My heard swam, dizzy with dark imaginings and unspeakable suspicions.
"He has escaped; he is alive!" I muttered savagely, hopelessly. It was
as if a doom had closed inevitably over me. But if my thoughts had
been legible and I had been asked to explain this attitude of mine
towards a person who had never spoken to me, whom I had seen but
thrice, and whose identity was utterly unknown, I could not have done
so. I had no reasons. It was intuition.
Abruptly I straightened myself, and surveying the men and the
background of ruin lighted by the fitful gleams of lanterns and the
pale glitter of a moon half-hidden by flying clouds, I shouted out: "I want a cab. I have to catch the Calais boat. Will somebody please
direct me!"
No one appeared even to hear me. The mental phenomena which accompany
a railway accident, even a minor one such as this, are of the most
singular description. I felt that I was growing angry again. I had a
grievance because not a soul there seemed to care whether I caught the
Calais boat or not. That, under the unusual circumstances, the steamer
would probably wait did not occur to me. Nor did I perceive that there
was no real necessity for me to catch the steamer. I might just as
well have spent the night at the Lord Warden, and proceeded on my
journey in the morning. But no! I must hurry away instantly!

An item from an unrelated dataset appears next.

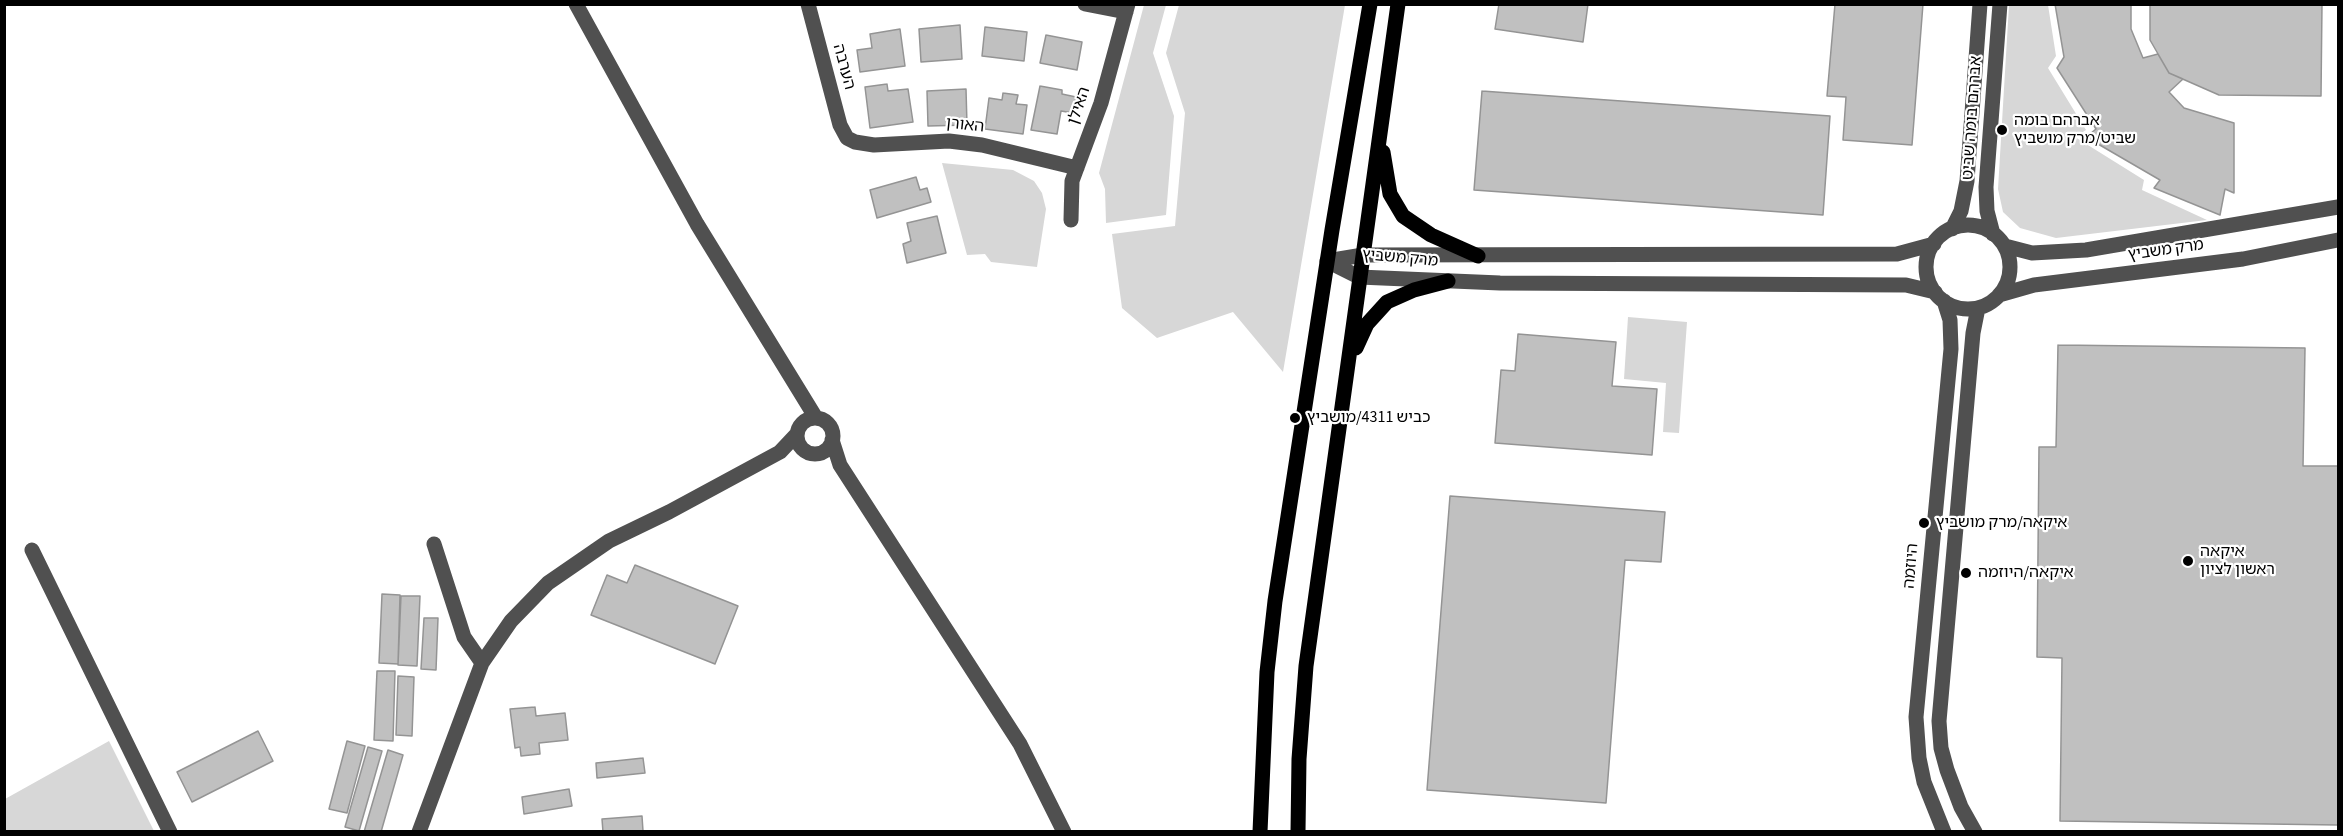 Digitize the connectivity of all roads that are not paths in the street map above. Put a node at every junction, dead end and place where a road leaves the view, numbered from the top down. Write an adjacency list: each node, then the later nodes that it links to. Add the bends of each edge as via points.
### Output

Then I thought of the jewel-box.
"Where's my jewel-box?" I demanded vehemently from the guard, as
though he had stolen it.
He turned to me.
"What's that you're carrying?" he replied.

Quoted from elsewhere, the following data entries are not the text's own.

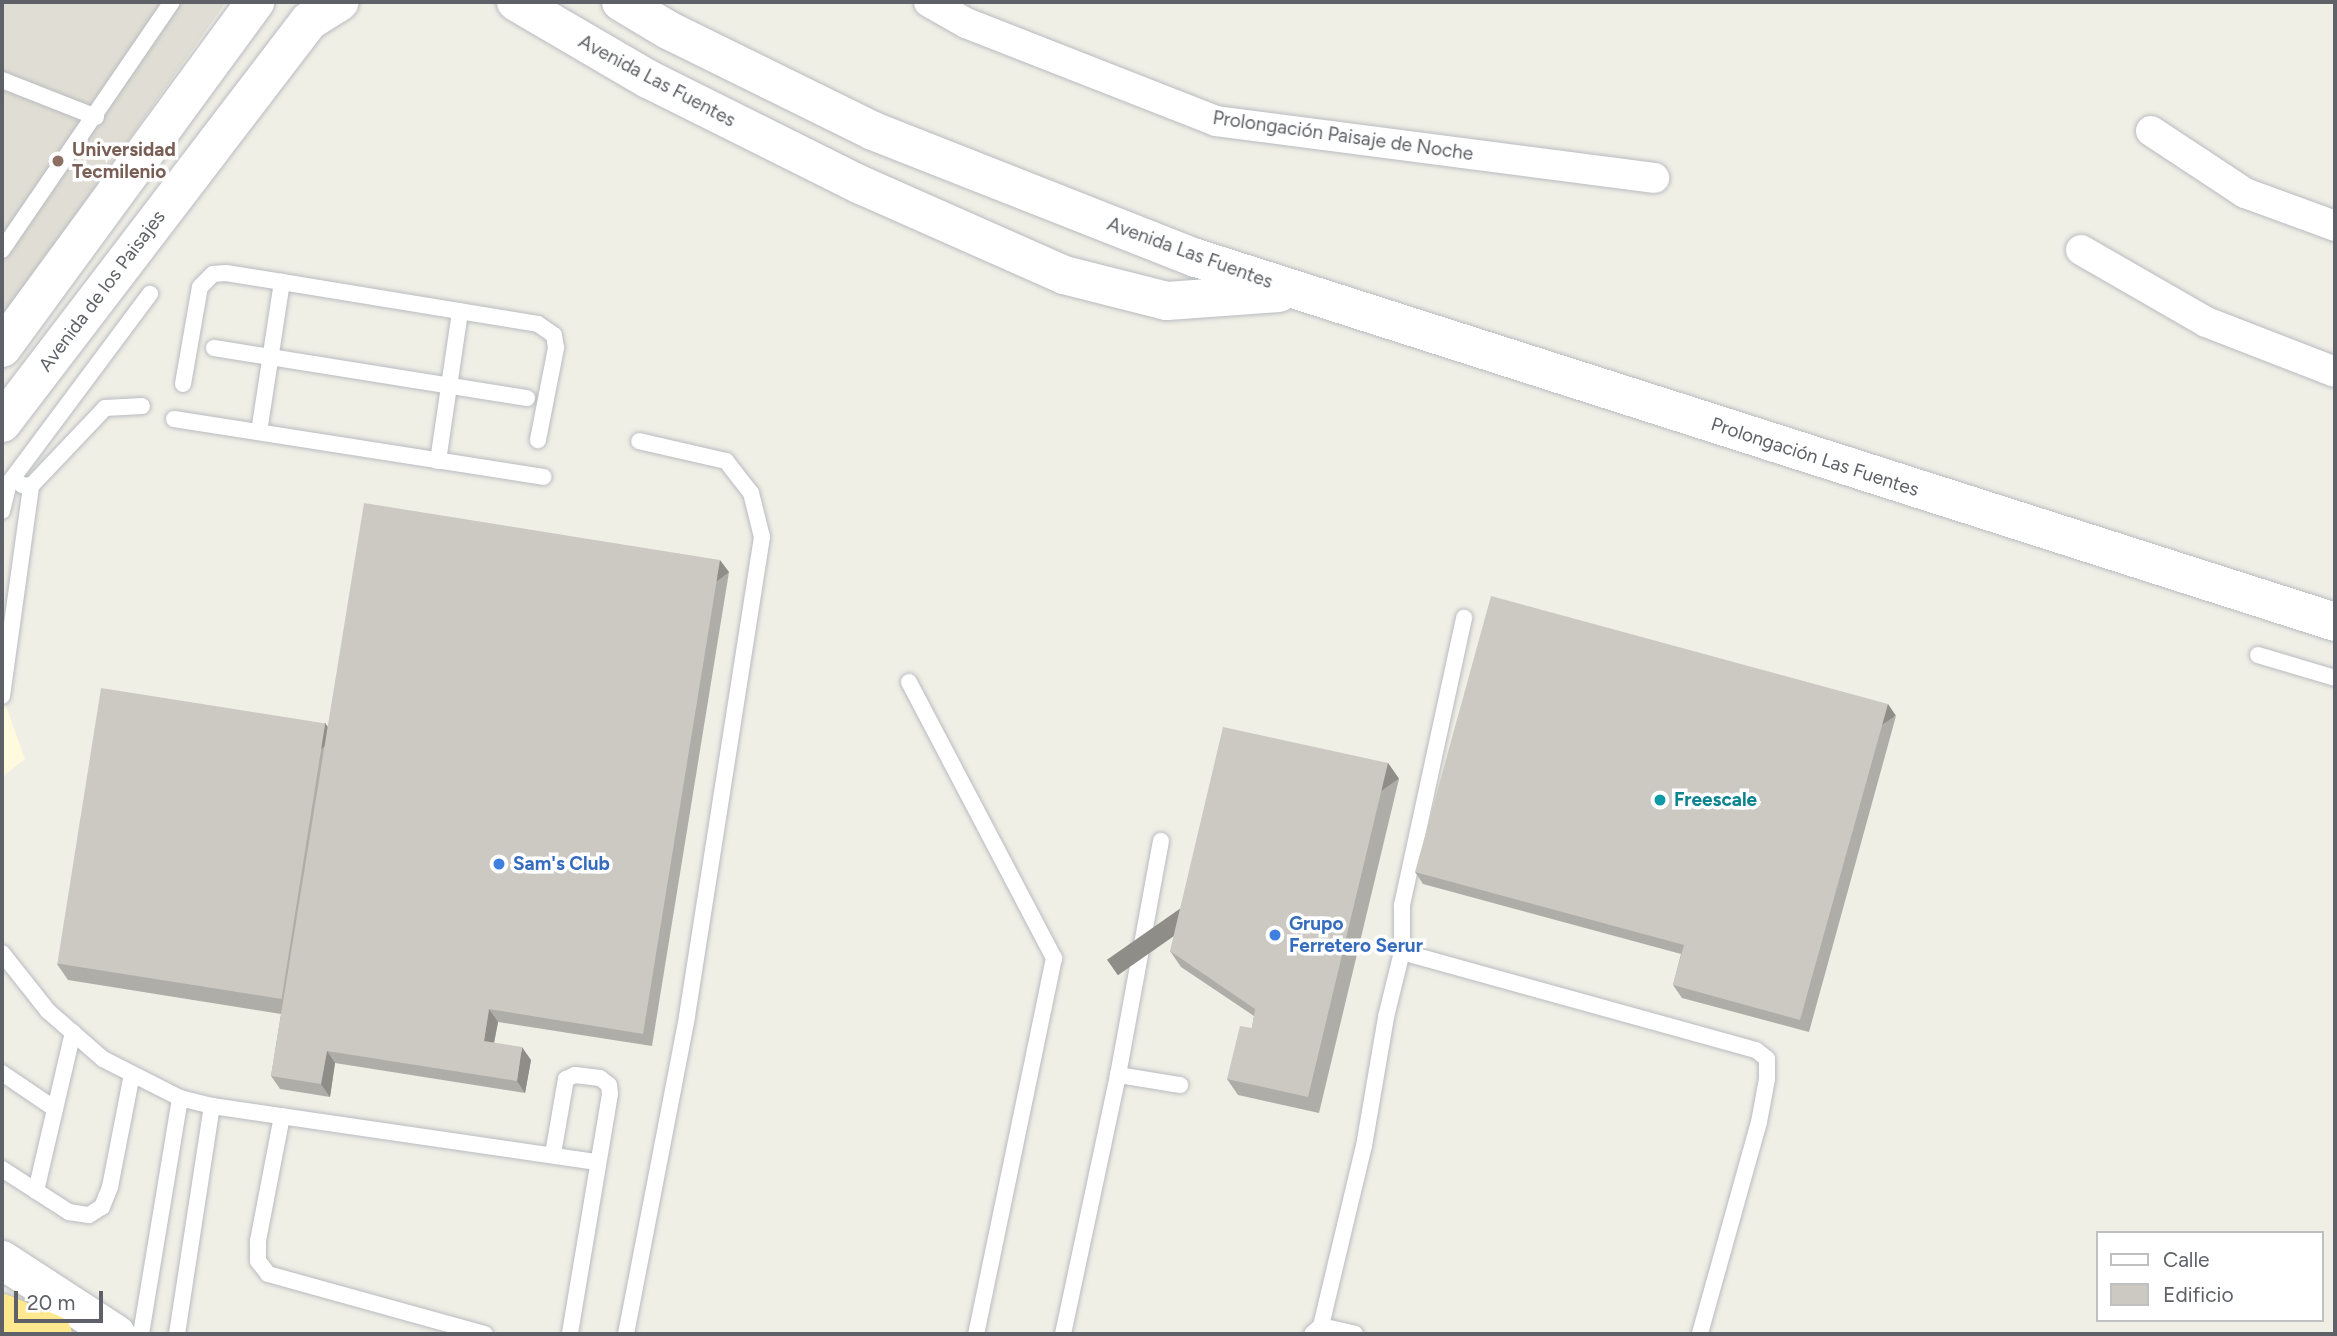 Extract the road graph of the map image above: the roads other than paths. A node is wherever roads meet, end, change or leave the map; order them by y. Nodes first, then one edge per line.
1 (172, 2) edge
2 (255, 2) edge
3 (339, 2) edge
4 (516, 2) edge
5 (621, 2) edge
6 (929, 2) edge
7 (974, 13) edge
8 (2, 80) edge
9 (96, 117) junction
10 (2151, 131) dead end
11 (1654, 178) dead end
12 (2335, 226) edge
13 (2, 250) edge
14 (2081, 250) dead end
15 (282, 282) junction
16 (1296, 291) junction
17 (150, 294) dead end
18 (460, 312) junction
19 (2, 348) edge
20 (214, 348) dead end
21 (270, 358) junction
22 (2335, 372) edge
23 (183, 384) dead end
24 (450, 386) junction
25 (527, 398) dead end
26 (142, 406) dead end
27 (174, 419) dead end
28 (2, 423) edge
29 (258, 432) junction
30 (537, 440) dead end
31 (639, 441) dead end
32 (438, 461) junction
33 (543, 477) dead end
34 (9, 482) junction
35 (31, 486) junction
36 (2, 511) edge
37 (1464, 618) dead end
38 (2335, 622) edge
39 (2259, 655) dead end
40 (2335, 678) edge
41 (909, 682) dead end
42 (2, 696) edge
43 (1161, 841) dead end
44 (1402, 952) junction
45 (2, 953) edge
46 (72, 1032) junction
47 (2, 1073) edge
48 (132, 1074) junction
49 (1118, 1075) junction
50 (1180, 1085) dead end
51 (180, 1098) junction
52 (212, 1106) junction
53 (55, 1109) junction
54 (282, 1116) junction
55 (553, 1154) junction
56 (597, 1162) junction
57 (2, 1169) edge
58 (36, 1191) junction
59 (2, 1260) edge
60 (2, 1299) edge
61 (2, 1313) edge
62 (1316, 1330) edge
63 (1347, 1333) edge
64 (53, 1334) edge
65 (116, 1334) edge
66 (141, 1334) edge
67 (177, 1334) edge
68 (485, 1334) edge
69 (570, 1334) edge
70 (626, 1334) edge
71 (976, 1334) edge
72 (1063, 1334) edge
73 (1700, 1334) edge

1 - 9 lane
2 - 19 street
3 - 28 street, Avenida de los Paisajes
4 - 16 street, Avenida Las Fuentes
5 - 16 street, Avenida Las Fuentes
6 - 7 street, Prolongación Paisaje de Noche
7 - 11 street, Prolongación Paisaje de Noche
8 - 9 lane
9 - 13 lane
10 - 12 street
14 - 22 street
15 - 18 lane
15 - 21 lane
15 - 23 lane
16 - 38 street, Prolongación Las Fuentes
17 - 34 lane
18 - 24 lane
18 - 30 lane
20 - 21 lane
21 - 24 lane
21 - 29 lane
24 - 25 lane
24 - 32 lane
26 - 35 lane
27 - 29 lane
29 - 32 lane
31 - 70 lane
32 - 33 lane
34 - 35 lane
34 - 36 lane
35 - 42 lane
37 - 44 lane
39 - 40 lane
41 - 71 lane
43 - 49 lane
44 - 62 lane
44 - 73 lane
45 - 46 lane
46 - 48 lane
46 - 53 lane
47 - 53 lane
48 - 51 lane
48 - 58 lane
49 - 50 lane
49 - 72 lane
51 - 52 lane
51 - 66 lane
52 - 54 lane
52 - 67 lane
53 - 58 lane
54 - 55 lane
54 - 68 lane
55 - 56 lane
55 - 56 lane
56 - 69 lane
57 - 58 lane
59 - 65 street
60 - 65 street
61 - 64 highway
62 - 63 lane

All the time I had been carrying the jewel-box. At the moment of the
collision I must have instinctively clutched it, and my grasp had not
slackened. I had carried it to the waiting-room and back without
knowing that I was doing so!
This sobered me once more. But I would not stay on the scene. I was
still obsessed by the desire to catch the steamer. And abruptly I set
off walking down the line. I left the crowd and the confusion and the
ruin, and hastened away bearing the box.
I think that I must have had no notion of time, and very little notion
of space. For I arrived at the harbour without the least recollection
of the details of my journey thither. I had no memory of having been
accosted by any official of the railway, or even of having encountered
any person at all. Fortunately it had ceased to rain, and the wind,
though still strong, was falling rapidly.